*** Opening of Data shown ***

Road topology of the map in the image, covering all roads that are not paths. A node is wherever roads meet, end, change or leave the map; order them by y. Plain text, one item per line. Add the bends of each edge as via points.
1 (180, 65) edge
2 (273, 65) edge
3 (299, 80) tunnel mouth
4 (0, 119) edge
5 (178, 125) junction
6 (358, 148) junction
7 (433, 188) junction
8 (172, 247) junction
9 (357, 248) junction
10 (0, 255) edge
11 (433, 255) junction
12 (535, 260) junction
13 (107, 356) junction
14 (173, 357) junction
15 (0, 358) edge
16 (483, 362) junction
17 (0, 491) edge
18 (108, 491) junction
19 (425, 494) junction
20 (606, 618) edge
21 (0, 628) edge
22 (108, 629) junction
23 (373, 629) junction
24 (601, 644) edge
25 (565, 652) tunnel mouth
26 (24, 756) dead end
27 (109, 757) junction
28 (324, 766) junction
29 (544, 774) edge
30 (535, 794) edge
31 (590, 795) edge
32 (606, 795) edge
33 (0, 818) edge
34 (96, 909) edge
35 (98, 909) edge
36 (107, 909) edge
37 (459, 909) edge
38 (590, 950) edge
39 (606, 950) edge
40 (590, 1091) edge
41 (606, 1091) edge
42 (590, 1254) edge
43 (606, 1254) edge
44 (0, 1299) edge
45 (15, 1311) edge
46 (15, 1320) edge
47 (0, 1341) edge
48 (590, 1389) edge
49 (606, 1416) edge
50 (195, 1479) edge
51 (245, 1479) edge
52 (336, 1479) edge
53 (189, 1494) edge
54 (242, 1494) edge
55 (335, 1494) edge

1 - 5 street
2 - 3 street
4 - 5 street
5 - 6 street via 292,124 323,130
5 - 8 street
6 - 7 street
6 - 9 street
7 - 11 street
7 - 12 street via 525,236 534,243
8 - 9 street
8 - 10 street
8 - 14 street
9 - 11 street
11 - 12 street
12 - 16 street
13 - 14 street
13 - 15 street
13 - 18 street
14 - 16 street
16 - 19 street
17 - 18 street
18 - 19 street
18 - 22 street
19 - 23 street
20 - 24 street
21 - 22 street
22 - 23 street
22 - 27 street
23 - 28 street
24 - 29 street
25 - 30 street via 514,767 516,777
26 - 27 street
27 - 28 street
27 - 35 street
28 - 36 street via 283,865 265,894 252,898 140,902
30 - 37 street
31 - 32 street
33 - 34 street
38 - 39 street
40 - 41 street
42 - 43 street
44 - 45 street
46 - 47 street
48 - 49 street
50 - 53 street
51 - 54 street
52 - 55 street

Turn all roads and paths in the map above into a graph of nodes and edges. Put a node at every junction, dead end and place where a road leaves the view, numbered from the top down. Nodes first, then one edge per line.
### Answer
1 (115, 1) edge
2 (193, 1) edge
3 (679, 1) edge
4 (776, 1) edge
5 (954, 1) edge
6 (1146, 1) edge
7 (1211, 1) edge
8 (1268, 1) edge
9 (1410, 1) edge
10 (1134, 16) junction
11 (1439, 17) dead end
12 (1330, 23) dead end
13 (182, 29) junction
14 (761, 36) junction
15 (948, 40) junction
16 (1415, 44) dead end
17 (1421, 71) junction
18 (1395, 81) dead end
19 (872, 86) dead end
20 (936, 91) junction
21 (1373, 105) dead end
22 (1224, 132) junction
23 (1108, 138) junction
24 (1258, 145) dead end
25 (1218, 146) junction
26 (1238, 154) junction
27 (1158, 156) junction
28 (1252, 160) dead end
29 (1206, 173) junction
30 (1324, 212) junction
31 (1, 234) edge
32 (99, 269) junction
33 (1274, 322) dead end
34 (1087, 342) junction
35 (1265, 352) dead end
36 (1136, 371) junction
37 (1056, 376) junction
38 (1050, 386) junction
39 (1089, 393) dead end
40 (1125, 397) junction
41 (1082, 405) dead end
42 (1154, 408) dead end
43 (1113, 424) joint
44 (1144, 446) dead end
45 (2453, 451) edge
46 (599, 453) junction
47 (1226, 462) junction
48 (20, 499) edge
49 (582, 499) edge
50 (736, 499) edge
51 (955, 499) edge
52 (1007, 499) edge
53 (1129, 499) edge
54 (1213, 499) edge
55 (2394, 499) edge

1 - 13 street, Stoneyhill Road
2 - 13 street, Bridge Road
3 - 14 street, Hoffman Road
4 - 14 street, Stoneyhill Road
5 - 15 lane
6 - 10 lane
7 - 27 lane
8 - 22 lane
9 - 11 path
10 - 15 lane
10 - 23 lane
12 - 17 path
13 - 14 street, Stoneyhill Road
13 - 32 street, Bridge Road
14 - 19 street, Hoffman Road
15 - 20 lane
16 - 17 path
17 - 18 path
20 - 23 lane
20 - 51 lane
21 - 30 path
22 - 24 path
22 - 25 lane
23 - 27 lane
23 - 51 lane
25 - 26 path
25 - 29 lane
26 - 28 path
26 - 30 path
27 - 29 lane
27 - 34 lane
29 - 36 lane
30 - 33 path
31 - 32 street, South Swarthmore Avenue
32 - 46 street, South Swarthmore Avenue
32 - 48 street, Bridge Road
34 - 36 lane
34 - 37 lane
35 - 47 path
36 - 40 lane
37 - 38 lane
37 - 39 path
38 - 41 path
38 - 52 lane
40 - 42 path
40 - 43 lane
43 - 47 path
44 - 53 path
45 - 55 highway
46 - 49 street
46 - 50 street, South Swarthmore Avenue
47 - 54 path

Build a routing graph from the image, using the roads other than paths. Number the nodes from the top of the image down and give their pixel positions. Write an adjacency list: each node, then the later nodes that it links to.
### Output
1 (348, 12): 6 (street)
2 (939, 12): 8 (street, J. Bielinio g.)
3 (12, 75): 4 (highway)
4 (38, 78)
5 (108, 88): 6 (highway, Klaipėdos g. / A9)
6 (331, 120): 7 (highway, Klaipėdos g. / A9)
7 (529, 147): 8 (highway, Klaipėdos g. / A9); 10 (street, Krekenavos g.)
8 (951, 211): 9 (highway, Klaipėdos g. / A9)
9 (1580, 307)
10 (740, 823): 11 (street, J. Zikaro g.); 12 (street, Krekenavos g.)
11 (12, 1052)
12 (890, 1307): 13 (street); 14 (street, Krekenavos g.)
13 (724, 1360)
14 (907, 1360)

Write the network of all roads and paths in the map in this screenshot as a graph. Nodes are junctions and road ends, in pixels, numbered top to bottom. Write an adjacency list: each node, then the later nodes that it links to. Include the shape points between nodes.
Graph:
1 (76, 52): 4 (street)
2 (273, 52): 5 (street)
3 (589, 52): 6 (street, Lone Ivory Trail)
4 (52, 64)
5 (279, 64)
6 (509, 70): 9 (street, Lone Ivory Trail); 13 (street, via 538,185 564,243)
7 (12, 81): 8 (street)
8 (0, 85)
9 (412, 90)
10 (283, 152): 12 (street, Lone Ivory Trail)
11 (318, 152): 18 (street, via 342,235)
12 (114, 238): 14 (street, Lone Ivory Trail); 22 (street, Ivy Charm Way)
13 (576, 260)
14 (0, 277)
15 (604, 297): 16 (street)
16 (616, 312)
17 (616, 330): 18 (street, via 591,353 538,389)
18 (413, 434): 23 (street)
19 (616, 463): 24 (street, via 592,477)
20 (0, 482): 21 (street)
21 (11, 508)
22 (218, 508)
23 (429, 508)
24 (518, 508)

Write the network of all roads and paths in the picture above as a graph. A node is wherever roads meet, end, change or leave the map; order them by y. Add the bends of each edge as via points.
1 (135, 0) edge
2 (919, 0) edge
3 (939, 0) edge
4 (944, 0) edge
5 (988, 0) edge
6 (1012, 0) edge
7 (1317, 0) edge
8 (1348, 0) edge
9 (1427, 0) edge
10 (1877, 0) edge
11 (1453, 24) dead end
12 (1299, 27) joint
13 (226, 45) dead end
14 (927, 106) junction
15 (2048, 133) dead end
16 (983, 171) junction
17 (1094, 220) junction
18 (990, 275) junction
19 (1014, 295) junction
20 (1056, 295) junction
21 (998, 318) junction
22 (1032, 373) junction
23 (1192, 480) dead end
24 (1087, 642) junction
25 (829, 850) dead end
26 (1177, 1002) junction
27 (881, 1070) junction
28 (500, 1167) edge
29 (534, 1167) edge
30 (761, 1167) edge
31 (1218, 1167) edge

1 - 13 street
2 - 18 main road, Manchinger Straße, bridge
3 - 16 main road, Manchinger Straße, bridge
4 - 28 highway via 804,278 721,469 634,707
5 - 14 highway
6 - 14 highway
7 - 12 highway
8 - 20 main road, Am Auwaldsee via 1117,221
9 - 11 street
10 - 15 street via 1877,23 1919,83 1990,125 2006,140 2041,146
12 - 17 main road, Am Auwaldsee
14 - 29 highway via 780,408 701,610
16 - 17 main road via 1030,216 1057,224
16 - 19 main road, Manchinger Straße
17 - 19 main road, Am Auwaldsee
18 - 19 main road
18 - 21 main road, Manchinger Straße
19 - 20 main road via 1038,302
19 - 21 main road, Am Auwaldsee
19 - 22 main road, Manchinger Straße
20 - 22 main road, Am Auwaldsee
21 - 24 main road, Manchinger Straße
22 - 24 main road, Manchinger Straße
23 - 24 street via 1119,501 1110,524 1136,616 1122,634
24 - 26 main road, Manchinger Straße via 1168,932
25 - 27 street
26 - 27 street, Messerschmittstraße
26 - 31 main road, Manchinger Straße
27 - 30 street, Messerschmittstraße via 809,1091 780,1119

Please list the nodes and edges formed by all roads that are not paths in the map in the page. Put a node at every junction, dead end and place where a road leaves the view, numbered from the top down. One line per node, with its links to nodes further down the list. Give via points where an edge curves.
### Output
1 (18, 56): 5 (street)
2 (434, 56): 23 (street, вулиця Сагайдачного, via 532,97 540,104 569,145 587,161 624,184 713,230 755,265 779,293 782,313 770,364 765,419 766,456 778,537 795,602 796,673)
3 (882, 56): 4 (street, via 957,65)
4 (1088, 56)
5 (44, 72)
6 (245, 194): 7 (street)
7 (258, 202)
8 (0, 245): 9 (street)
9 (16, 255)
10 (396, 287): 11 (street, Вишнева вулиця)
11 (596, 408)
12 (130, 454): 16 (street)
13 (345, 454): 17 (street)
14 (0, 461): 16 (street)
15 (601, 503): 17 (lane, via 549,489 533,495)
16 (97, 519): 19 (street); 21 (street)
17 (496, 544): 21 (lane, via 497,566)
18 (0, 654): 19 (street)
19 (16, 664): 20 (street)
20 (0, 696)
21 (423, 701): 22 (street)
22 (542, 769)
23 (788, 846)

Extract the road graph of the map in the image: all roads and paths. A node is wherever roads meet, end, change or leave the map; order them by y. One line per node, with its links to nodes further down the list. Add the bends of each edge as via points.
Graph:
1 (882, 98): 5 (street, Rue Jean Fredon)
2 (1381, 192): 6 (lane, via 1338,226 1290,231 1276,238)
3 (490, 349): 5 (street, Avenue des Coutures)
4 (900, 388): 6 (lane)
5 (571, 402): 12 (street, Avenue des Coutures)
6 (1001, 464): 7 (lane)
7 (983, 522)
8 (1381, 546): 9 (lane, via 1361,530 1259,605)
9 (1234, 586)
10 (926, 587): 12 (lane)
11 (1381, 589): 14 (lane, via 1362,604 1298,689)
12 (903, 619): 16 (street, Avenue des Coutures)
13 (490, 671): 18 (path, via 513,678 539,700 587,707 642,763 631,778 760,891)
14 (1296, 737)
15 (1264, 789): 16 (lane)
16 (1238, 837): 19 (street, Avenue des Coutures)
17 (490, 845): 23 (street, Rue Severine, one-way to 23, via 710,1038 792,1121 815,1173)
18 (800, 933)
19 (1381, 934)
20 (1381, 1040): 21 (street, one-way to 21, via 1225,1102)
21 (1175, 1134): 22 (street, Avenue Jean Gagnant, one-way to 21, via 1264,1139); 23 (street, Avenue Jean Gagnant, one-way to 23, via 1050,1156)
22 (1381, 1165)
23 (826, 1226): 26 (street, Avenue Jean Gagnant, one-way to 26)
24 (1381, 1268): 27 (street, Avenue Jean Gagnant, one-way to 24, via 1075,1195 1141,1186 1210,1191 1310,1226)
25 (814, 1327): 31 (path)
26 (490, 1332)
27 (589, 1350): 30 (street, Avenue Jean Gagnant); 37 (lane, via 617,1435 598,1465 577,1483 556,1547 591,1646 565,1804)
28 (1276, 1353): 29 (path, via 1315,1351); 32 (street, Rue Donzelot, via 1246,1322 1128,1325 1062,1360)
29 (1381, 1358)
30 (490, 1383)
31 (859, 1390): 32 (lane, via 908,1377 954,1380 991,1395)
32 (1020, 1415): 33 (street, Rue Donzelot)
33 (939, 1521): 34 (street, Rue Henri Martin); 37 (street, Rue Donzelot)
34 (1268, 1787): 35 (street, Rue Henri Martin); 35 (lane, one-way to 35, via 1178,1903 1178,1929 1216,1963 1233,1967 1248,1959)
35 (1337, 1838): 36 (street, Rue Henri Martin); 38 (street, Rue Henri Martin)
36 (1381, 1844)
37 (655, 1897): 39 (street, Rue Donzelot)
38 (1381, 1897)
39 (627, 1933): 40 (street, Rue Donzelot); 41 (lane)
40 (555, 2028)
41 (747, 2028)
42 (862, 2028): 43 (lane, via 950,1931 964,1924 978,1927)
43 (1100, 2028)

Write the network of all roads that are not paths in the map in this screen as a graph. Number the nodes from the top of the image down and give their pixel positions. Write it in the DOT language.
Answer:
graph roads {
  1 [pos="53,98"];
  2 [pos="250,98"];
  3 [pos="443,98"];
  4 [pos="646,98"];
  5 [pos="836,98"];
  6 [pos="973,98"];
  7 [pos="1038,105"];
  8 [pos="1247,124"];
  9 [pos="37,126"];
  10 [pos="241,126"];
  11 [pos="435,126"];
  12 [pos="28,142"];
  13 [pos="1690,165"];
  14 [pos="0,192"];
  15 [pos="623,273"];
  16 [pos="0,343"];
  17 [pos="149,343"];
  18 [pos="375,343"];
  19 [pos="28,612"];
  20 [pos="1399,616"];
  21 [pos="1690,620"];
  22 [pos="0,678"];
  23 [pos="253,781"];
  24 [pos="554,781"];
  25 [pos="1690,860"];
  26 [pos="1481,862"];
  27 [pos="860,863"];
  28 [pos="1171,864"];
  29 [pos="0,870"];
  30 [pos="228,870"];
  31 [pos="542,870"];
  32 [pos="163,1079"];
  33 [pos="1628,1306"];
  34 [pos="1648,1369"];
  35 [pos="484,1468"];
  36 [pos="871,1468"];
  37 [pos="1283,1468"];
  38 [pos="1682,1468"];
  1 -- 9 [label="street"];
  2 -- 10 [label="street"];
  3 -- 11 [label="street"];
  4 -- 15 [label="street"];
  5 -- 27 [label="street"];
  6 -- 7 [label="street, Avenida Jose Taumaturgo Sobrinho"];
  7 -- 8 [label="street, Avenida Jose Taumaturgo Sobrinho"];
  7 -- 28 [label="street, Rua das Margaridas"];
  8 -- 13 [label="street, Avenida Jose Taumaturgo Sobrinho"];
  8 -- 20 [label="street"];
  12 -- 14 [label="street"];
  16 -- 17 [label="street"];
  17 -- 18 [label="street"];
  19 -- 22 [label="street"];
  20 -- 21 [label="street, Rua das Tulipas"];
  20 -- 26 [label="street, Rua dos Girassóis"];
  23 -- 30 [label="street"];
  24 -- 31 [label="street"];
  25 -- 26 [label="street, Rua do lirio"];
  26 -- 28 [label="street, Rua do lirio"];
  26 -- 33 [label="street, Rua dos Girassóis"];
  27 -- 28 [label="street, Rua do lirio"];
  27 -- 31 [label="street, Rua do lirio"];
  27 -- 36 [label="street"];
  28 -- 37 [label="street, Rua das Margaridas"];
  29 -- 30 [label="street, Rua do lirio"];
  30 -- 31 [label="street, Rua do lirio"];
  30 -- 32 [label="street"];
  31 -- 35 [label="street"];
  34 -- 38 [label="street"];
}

*** Close of Data shown ***

* [Activity]
What is needed is every line from the data above that includes the string "their", copied out.

* [Response area]
Build a routing graph from the image, using the roads other than paths. Number the nodes from the top of the image down and give their pixel positions. Write an adjacency list: each node, then the later nodes that it links to.
Write the network of all roads that are not paths in the map in this screen as a graph. Number the nodes from the top of the image down and give their pixel positions. Write it in the DOT language.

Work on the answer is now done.